Where a line in the entries below contains the word "Order", it counts; give the total by itself.

(Stored data entries)
★ ★ ★
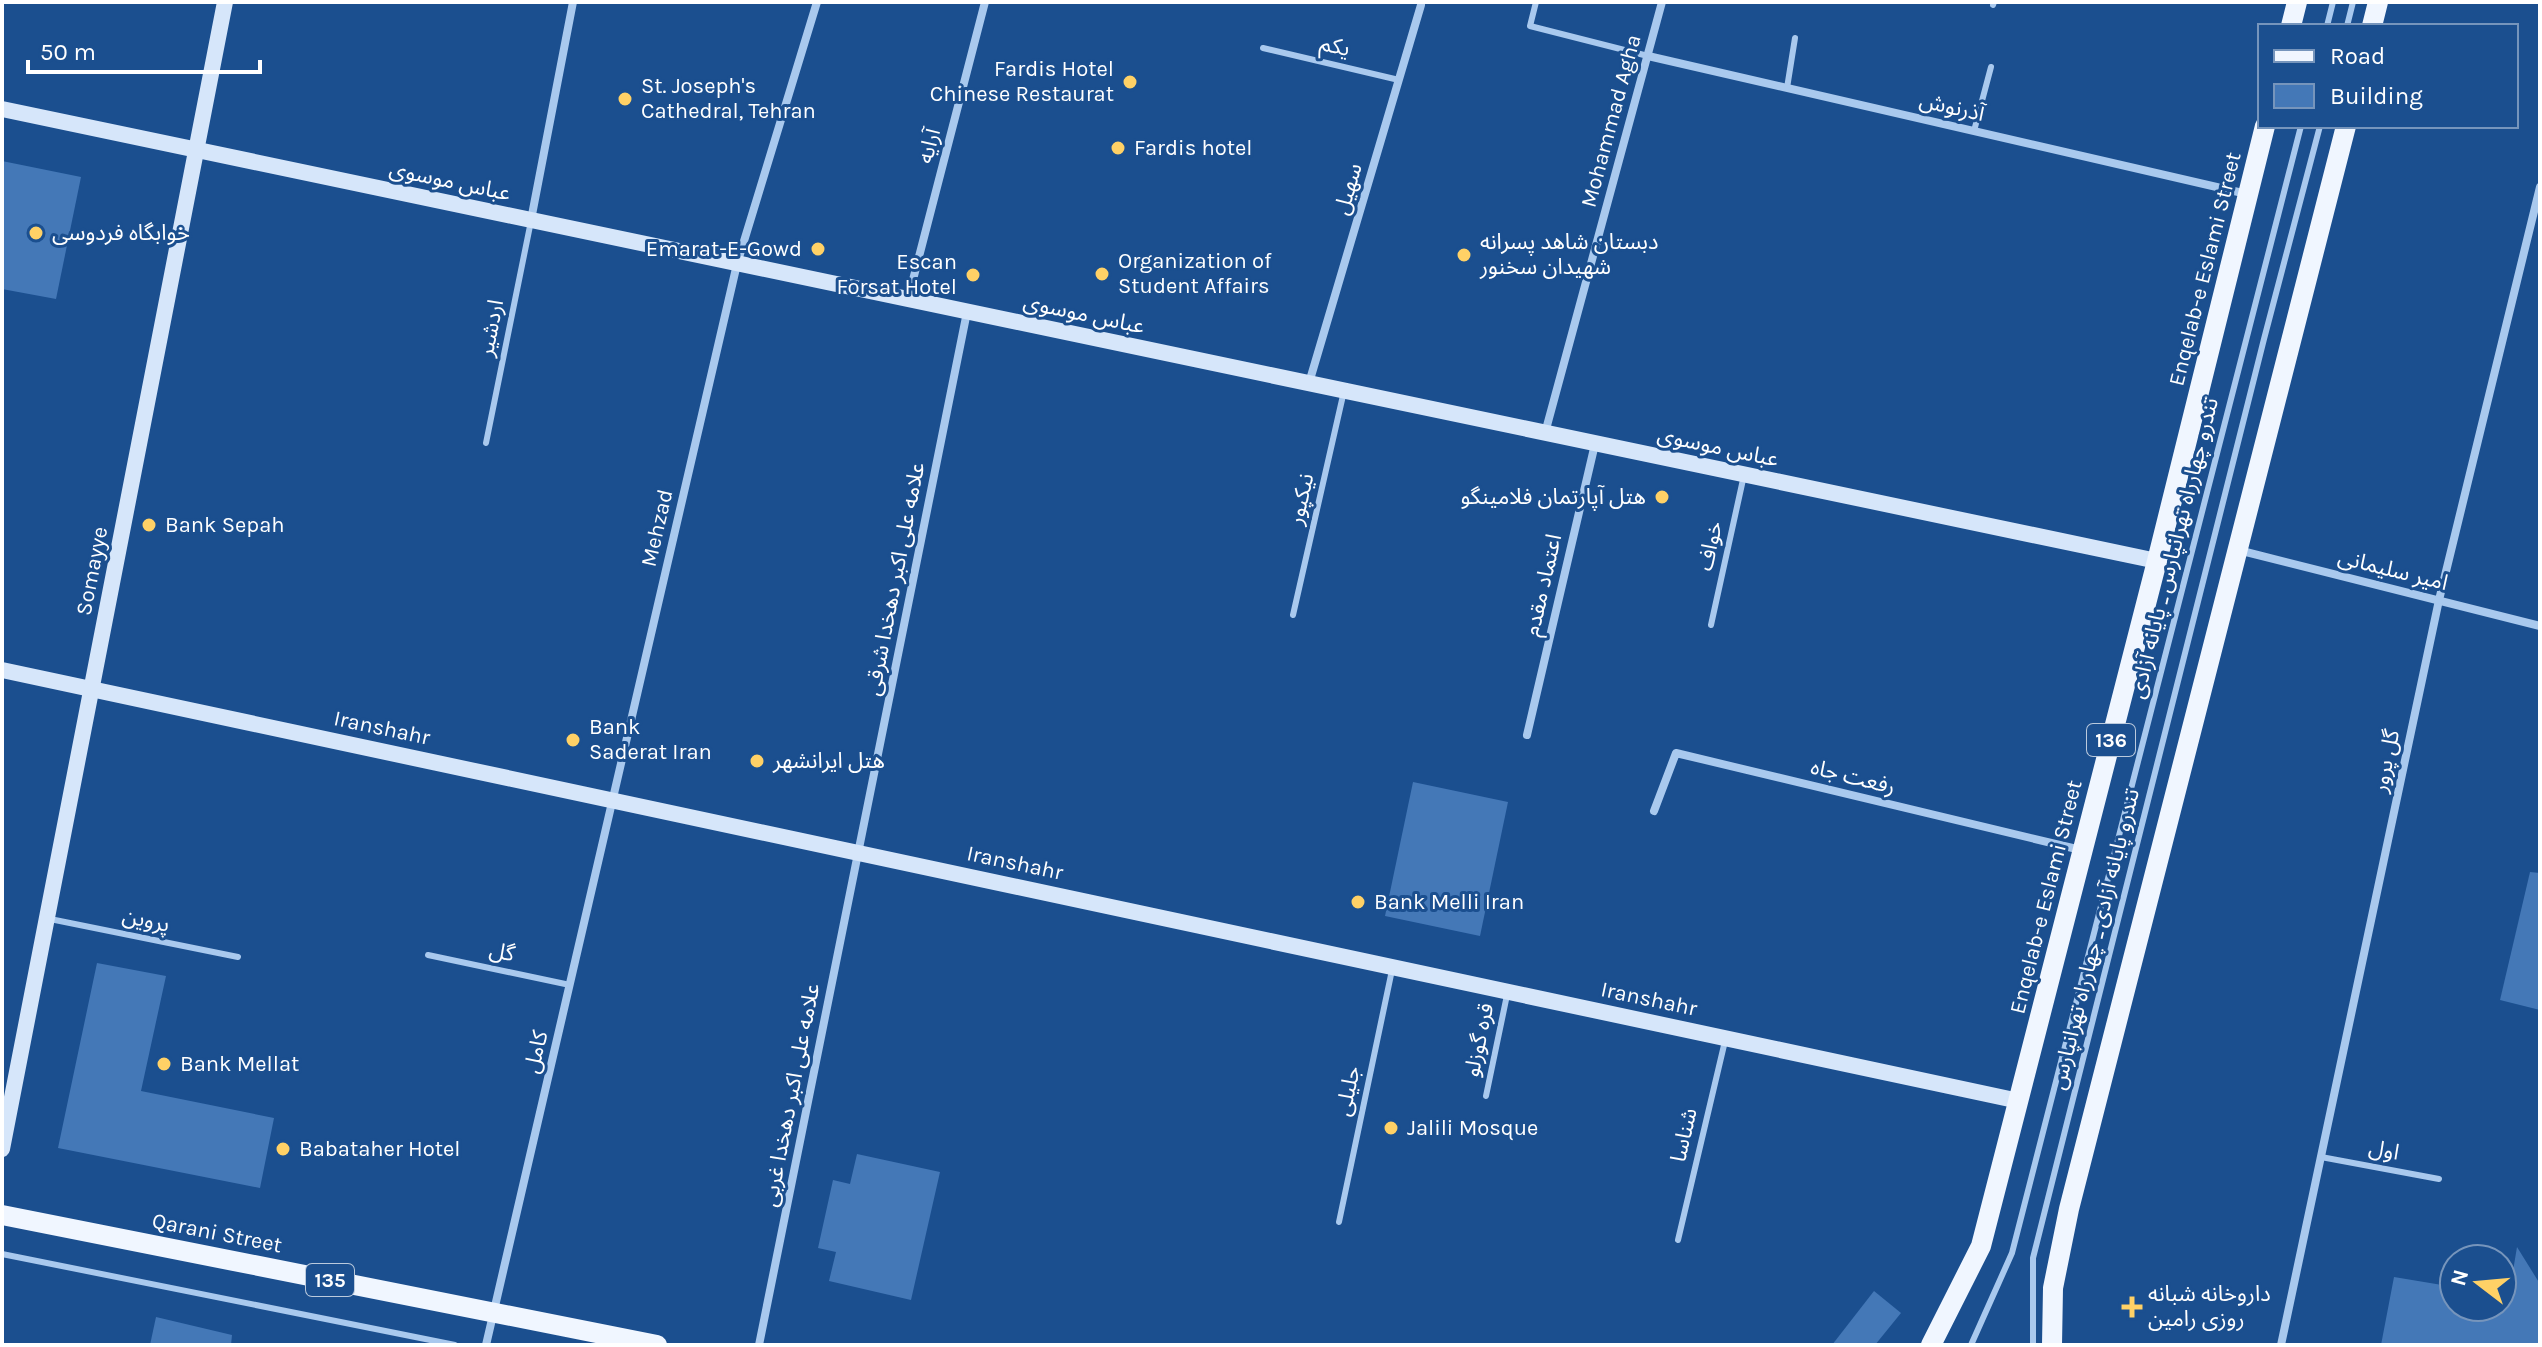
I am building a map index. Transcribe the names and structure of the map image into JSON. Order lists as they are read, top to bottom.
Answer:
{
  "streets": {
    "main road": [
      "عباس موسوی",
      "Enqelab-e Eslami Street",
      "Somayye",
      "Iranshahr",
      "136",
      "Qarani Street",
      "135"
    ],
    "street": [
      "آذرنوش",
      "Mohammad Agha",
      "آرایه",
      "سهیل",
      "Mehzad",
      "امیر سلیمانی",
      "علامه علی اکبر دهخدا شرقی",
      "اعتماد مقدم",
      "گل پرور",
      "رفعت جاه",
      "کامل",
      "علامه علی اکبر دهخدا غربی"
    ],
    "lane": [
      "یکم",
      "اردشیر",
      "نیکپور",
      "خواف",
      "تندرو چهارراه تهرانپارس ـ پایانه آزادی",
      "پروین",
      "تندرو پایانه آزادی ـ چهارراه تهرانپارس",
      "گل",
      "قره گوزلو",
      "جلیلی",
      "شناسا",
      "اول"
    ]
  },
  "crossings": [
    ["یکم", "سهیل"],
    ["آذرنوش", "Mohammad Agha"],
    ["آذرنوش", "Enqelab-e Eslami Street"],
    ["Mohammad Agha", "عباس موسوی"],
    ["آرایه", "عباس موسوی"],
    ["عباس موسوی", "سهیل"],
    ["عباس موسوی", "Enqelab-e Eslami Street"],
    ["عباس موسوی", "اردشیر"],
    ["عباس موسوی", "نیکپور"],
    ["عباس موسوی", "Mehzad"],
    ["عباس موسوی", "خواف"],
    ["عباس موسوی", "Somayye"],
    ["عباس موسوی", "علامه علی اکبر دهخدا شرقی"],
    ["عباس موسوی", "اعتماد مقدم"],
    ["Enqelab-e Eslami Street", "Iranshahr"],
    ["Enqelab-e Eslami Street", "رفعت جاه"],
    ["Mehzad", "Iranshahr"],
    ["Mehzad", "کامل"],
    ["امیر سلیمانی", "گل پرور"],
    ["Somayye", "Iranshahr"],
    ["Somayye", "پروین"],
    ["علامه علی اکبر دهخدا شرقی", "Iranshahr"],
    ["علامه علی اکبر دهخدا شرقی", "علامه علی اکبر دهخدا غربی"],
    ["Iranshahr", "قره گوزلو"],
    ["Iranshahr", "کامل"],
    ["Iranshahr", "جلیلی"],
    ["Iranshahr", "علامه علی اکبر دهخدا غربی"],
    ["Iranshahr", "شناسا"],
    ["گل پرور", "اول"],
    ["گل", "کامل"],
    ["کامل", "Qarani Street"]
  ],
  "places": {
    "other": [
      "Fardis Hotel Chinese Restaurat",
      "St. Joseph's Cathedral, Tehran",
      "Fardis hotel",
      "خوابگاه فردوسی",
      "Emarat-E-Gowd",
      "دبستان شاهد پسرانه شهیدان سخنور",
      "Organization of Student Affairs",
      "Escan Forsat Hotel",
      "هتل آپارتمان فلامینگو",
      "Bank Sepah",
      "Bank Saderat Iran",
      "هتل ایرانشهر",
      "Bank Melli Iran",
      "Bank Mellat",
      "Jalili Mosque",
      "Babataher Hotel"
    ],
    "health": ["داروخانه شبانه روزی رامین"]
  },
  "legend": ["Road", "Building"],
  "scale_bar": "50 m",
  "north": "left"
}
★ ★ ★
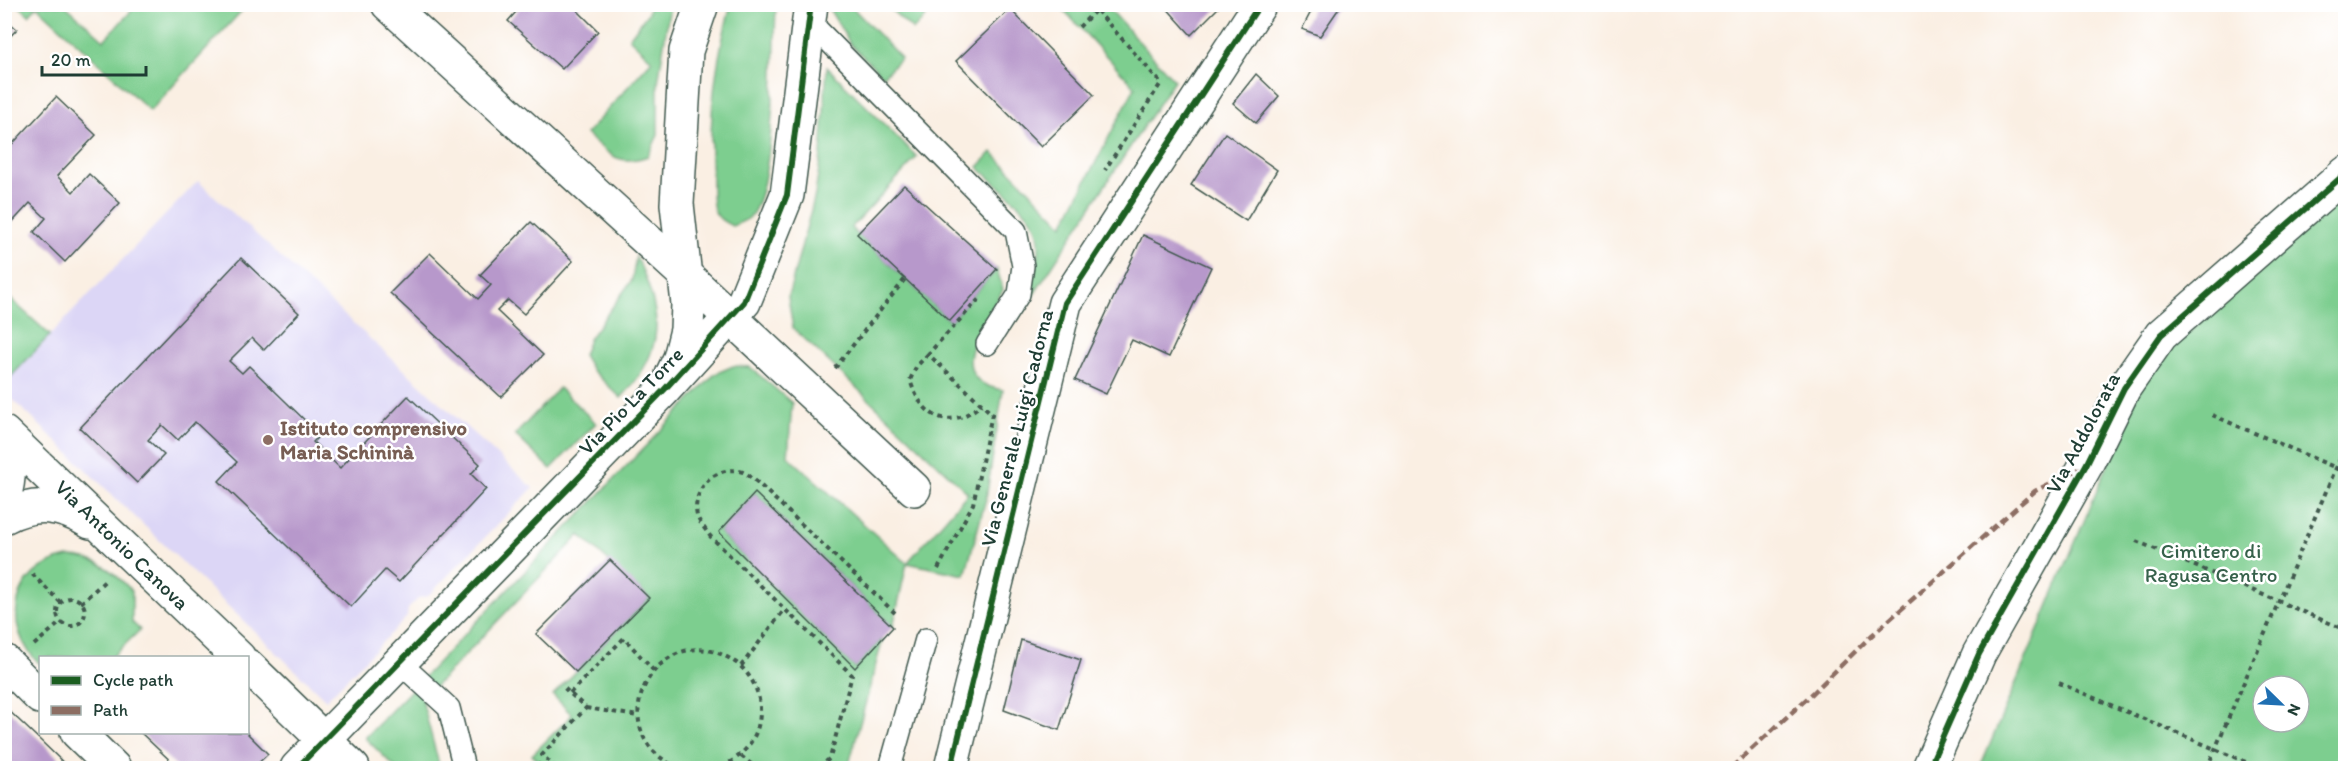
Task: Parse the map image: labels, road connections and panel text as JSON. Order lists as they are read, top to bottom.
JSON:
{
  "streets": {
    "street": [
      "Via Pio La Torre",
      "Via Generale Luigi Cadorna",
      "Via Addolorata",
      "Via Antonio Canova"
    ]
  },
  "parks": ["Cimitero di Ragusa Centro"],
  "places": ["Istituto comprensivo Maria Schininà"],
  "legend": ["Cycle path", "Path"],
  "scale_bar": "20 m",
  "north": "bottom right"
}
★ ★ ★
-- FINISHED EXERCISE --
2